The Forest Service has proposed burning 127,000 acres during the shutdown.



During the government shutdown, the U.S. Forest Service completed prescribed burns on 127,000 acres, Forest Service Director Tom Schultz announced in an internal memo welcoming returning employees. During the same time frame in 2023 and 2024, the Forest Service completed a comparable amount of work, indicating that the agency took advantage of prime weather for burning even with a reduced workforce.

“Despite the chaos, we accomplished a great thing together,” the memo, first reported by Hotshot Wake Up and confirmed by The Times, said. “We’ve promoted timber sales that strengthen local economies, kept recreation areas open and safe for the public to enjoy, and implemented critical wildfire response and proactive management.”

By comparison, the Forest Service completed about 200,000 acres of prescribed burning between Oct. 1 and Nov. 12 in 2023 — the same period as the 2025 shutdown — and in 2024, about 90,000 acres burned in that time frame, according to Forest Service data.

The latest emergency plan for the Forest Service — the nation’s largest federal firefighting agency — called for continuing essential operations during the shutdown, including responding to and suppressing wildfires.

The plan also includes about 30% of the service’s workforce, including those who oversee forest use permit processing and public recreation, as well as researchers who study forest health and timber markets. Yet oil treatment work, such as prescribed burning and mechanical deforestation, is performed by many of the same personnel responsible for fire suppression—a portion of the workforce that avoids furloughs.

This was important, given that significant fire activity in the West in 2024 prevented the Forest Service from reducing wildfire risk on many acres of land. So, this year, the Forest Service is playing catch-up.

However, Grassroots Wildland Firefighters, a nonprofit organization that represents current and former federal firefighters, found in October that the Forest Service’s fuel management work in 2025 is down 38% from recent years. The organization said the decline was largely due to staff and resource cuts championed by a cost-cutting team early in President Trump’s second administration.

The Forest Service did not immediately respond to a request for comment.

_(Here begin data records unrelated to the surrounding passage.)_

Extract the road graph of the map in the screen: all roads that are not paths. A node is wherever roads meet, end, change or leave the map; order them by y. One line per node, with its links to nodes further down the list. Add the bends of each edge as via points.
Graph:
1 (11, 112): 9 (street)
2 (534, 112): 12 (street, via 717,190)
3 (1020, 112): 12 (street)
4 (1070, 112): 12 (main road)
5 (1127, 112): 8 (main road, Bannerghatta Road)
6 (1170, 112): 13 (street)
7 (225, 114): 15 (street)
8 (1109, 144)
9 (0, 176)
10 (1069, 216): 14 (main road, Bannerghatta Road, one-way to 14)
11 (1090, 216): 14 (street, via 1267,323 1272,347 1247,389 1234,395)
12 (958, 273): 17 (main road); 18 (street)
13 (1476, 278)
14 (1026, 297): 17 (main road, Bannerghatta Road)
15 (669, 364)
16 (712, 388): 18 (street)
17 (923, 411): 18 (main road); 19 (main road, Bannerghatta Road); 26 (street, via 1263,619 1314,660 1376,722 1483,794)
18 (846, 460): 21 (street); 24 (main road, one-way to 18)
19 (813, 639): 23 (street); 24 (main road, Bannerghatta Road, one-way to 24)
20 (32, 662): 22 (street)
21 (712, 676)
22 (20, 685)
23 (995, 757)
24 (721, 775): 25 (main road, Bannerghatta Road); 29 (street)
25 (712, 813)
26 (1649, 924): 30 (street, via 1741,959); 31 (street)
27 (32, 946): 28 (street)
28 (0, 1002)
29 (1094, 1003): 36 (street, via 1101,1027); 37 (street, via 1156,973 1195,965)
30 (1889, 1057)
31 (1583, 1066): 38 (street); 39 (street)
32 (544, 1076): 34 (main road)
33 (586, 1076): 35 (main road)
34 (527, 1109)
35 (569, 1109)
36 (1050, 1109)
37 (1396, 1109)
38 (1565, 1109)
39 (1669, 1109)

California Gov. Gavin Newsom has challenged the federal government to match the state’s investment in wildfire risk reduction work, and even sent a draft executive order to the White House in July that Newsom said would do exactly that.

In 2021, the state and the US Forest Service agreed to accelerate their annual oil remediation work in California to 500,000 acres by 2025.

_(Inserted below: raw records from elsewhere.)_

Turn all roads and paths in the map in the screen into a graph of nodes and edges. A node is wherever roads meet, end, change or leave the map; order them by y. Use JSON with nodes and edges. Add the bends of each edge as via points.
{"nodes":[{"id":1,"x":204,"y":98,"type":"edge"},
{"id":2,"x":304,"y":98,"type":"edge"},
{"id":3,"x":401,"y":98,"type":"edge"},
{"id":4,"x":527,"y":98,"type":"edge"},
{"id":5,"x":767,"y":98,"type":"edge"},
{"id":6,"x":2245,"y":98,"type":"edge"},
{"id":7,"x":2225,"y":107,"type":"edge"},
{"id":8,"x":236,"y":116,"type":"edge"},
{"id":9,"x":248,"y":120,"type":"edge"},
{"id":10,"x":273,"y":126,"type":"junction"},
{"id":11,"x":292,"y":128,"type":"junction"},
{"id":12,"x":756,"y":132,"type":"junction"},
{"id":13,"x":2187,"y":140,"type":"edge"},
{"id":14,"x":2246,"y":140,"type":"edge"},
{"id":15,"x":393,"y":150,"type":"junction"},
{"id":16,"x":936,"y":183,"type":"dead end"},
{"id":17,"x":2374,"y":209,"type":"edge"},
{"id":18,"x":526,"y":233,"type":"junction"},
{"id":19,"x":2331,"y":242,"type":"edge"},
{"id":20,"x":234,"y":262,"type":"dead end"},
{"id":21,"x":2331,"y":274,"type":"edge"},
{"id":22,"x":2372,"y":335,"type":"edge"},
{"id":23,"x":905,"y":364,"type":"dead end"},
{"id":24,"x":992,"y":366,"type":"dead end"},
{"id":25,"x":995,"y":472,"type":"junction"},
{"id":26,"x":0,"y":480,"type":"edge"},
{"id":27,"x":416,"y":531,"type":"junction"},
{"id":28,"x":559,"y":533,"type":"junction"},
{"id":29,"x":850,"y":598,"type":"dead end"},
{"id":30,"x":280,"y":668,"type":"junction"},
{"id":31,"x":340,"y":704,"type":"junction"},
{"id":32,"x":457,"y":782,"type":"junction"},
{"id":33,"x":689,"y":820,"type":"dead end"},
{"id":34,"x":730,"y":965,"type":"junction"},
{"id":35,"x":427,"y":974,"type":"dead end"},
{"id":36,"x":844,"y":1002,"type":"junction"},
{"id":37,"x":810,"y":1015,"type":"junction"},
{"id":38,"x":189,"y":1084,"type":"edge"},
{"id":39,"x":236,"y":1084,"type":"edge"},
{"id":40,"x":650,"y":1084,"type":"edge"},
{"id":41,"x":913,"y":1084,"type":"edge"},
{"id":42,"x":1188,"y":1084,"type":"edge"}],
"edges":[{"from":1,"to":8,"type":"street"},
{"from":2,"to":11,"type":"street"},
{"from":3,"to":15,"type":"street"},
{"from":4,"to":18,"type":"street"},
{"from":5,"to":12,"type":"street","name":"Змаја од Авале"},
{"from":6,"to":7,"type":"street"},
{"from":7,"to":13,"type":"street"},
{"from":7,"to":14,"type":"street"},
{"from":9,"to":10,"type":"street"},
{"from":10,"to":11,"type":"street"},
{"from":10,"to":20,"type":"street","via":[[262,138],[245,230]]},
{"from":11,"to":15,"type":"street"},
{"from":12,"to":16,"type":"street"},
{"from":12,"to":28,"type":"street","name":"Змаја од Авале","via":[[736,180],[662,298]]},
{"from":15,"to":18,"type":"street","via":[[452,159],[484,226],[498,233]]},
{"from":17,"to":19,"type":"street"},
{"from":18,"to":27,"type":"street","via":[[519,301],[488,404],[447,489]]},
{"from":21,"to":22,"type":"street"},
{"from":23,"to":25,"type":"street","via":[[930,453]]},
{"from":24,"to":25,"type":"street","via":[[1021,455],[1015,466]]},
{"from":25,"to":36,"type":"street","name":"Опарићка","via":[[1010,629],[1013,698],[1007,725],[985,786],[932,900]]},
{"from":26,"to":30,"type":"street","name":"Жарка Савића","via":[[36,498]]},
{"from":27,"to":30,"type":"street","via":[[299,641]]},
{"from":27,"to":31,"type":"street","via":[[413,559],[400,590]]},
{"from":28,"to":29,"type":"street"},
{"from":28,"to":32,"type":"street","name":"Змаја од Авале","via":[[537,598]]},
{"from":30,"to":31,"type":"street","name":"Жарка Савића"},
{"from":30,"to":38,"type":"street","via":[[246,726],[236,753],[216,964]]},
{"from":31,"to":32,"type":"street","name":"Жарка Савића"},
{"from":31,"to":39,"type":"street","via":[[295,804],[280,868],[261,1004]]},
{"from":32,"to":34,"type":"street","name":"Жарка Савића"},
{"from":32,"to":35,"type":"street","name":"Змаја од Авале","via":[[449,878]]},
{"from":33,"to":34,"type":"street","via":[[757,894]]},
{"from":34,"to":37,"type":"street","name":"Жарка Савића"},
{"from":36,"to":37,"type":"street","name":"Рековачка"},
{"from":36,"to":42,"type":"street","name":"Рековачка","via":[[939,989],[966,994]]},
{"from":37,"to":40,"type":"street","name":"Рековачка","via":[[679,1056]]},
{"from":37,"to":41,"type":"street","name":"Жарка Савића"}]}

In 2023, the latest year for which both state and federal data are available, the state reached 415,000 acres, and the Forest Service reached 311,000. Government Dashboard. From 2021 to 2024, the state has invested $4.3 billion to complete the work, while the Forest Service has invested $3.1 billion.

Last weekend’s rain could mark the first start of the proposed burning season in Southern California — home to several national forests, including the Los Angeles and San Bernardino forests — as federal workers return to work at least until the end of January, when grant funding is set to expire.

“I am deeply grateful to welcome back our furloughed employees,” Schultz said in the memo. “I look forward to the whole team coming back together to continue the work we have started in this new financial year.”